Kingfisher
- Cover of first edition
- Author: Patricia A. McKillip
- Language: English
- Genre: Fantasy
- Publisher: Ace Books
- Publication date: 2016
- Publication place: United States
- Media type: Print (hardcover), ebook
- Pages: 346
- ISBN: 978-0-425-27176-6

= Kingfisher (McKillip novel) =

2016 fantasy novel by Patricia A. McKillip

Kingfisher is a fantasy novel by Patricia A. McKillip. It was first published in hardcover and ebook by Ace Books in February 2016. The first British edition was published in ebook by Gateway/Orion in June 2017.

==Summary==
The novel is an Arthurian grail quest type of story set in a world "in which the modern lives side-by-side with the mythical," with kings, knights and magic co-existing with automobiles, electricity, and even cell phones.

Restless young Pierce Oliver chafes in his life working for the restaurant of his sorceress mother Heloise. A band of lost knights gives him a taste of a larger world, and he decides to seek his fortune in Severluna, the capital of the Wyvern King Arden. This infuriates Heloise, who reveals that Pierce's absent father had himself been a knight of King Arden's court, and after living with Heloise a year had abandoned her and returned to it, taking with him their older son. Pregnant at the time with Pierce, and determined not to lose him as well, she had kept in ignorance of his heritage.

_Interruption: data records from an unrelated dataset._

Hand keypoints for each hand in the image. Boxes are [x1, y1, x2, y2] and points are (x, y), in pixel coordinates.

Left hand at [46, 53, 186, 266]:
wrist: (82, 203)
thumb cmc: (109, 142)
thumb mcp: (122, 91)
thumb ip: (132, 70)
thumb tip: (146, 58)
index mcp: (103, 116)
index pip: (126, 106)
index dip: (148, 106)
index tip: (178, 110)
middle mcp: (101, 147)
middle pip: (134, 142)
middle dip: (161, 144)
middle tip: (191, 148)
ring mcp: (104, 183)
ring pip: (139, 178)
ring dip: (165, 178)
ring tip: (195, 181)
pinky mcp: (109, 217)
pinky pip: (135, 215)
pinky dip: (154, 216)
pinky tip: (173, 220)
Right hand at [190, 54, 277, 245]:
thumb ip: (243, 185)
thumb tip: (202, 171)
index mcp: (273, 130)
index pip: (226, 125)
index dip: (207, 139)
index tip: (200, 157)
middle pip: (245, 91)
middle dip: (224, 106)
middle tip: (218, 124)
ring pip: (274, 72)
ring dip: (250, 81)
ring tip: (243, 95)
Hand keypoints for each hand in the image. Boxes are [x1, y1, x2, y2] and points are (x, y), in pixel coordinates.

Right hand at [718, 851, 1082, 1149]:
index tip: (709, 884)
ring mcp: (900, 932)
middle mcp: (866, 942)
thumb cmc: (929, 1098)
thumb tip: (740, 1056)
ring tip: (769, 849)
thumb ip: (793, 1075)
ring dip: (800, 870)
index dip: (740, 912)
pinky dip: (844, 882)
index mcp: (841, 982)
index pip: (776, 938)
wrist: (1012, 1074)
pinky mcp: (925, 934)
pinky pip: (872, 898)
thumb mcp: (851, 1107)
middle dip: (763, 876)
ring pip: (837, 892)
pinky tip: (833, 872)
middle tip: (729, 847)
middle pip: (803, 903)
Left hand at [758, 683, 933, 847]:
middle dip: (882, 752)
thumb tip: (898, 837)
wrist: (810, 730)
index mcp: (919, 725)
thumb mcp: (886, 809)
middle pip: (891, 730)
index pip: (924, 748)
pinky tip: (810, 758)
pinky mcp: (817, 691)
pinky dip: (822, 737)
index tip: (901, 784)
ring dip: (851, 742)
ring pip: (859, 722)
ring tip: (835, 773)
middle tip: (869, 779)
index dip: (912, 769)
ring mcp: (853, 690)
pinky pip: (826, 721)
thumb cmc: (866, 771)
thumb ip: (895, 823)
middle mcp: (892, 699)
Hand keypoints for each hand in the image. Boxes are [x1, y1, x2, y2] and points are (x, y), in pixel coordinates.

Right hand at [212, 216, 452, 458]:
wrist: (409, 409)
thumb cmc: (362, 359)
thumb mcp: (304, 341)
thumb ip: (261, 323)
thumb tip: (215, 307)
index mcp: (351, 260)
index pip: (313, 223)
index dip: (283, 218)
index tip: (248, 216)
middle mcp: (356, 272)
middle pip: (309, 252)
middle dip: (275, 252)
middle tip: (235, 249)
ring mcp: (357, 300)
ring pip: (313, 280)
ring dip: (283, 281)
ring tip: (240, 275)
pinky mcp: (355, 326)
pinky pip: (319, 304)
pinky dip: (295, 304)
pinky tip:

Despite this revelation, Pierce leaves anyway. On the way to Severluna he witnesses a strange ritual at the Kingfisher Inn in nearby Chimera Bay. We are introduced to a cook there, Carrie, daughter of Merle, who has her own family problems and mysteries.

Prince Daimon, illegitimate youngest son of King Arden, is a third viewpoint character, whose life is changed with his father reveals the truth about his mother and her hidden realm. In the wake of this revelation the king gathers his knights and announces a quest to find a magical cauldron, an ancient, powerful artifact, entangling the lives of all three protagonists.

==Reception==
Kirkus Reviews calls the novel a "delicately wrought, twinkle-eyed fantasy from the accomplished author of The Bards of Bone Plain," who "skillfully blends a thoroughly modern passion for technology and seafood with folklore, myth, and magic in a narrative consistently full of surprises," though "[t]he characters ... aren't always fully drawn," and "[i]t's disconcerting to realize that most of McKillip's characters have, at first, no idea what's going on--and the few that do are saying nothing." The reviewer finds that "the overlarge back story too often merely tantalizes," but "Fantasy lovers looking for a lighter touch amid all those vampires, zombies, werewolves, and industrial-strength malefactors will find this a refreshing change of pace."

Charles de Lint in The Magazine of Fantasy & Science Fiction writes "A NEW Patricia McKillip book is always a cause for celebration. McKillip has never disappointed me, regardless of how she flits about genres. She’s written high fantasy, contemporary fantasy, science fiction, and horror, leaving her own distinct fingerprint on each so that in the end the best classification is that she writes McKillip novels." He notes "The title of the book—Kingfisher—is a giveaway as to its underlying theme. This is an Arthurian story, through and through, with all the familiar elements set slightly askew but no less recognizable for that." He further states that "Kingfisher is McKillip writing at the peak of her game — which is amazing when you consider how long she’s been at it. I loved the richness of the story and characters, the mingling of old with new, mythic with contemporary, and can’t wait to reread it."

Michelle West, also in The Magazine of Fantasy & Science Fiction, gives the book a "highly recommended" rating, praising McKillip as "an author of my youth who has never been visited by the suck fairies — or, putting it another way, rereading her as I get older reveals layers and textures in her writing I missed the first time through." She notes that "[t]here is more — there's always more, in McKillip's work. She has always been adept at creating people who are profoundly human, but she has also been the master of magic, of creating magic that feels wild and larger than life and all-encompassing. In lesser hands, the magic becomes the focus; in McKillip's, it's wed, always, to the people whom it affects, and the results of this are almost alchemical; she takes the base materials and transmutes the whole into pure gold. She lets people be people in all their complications: their wrongs, their rights, their strengths and weaknesses."

The novel was also reviewed by Gary K. Wolfe in Locus no. 664, May 2016, and Gautam Bhatia (2016) in Strange Horizons, 12 September 2016.

==Awards==
The novel won the 2017 Mythopoeic Fantasy Award for Adult Literature, and placed twelfth in the 2017 Locus Poll Award for Best Fantasy Novel.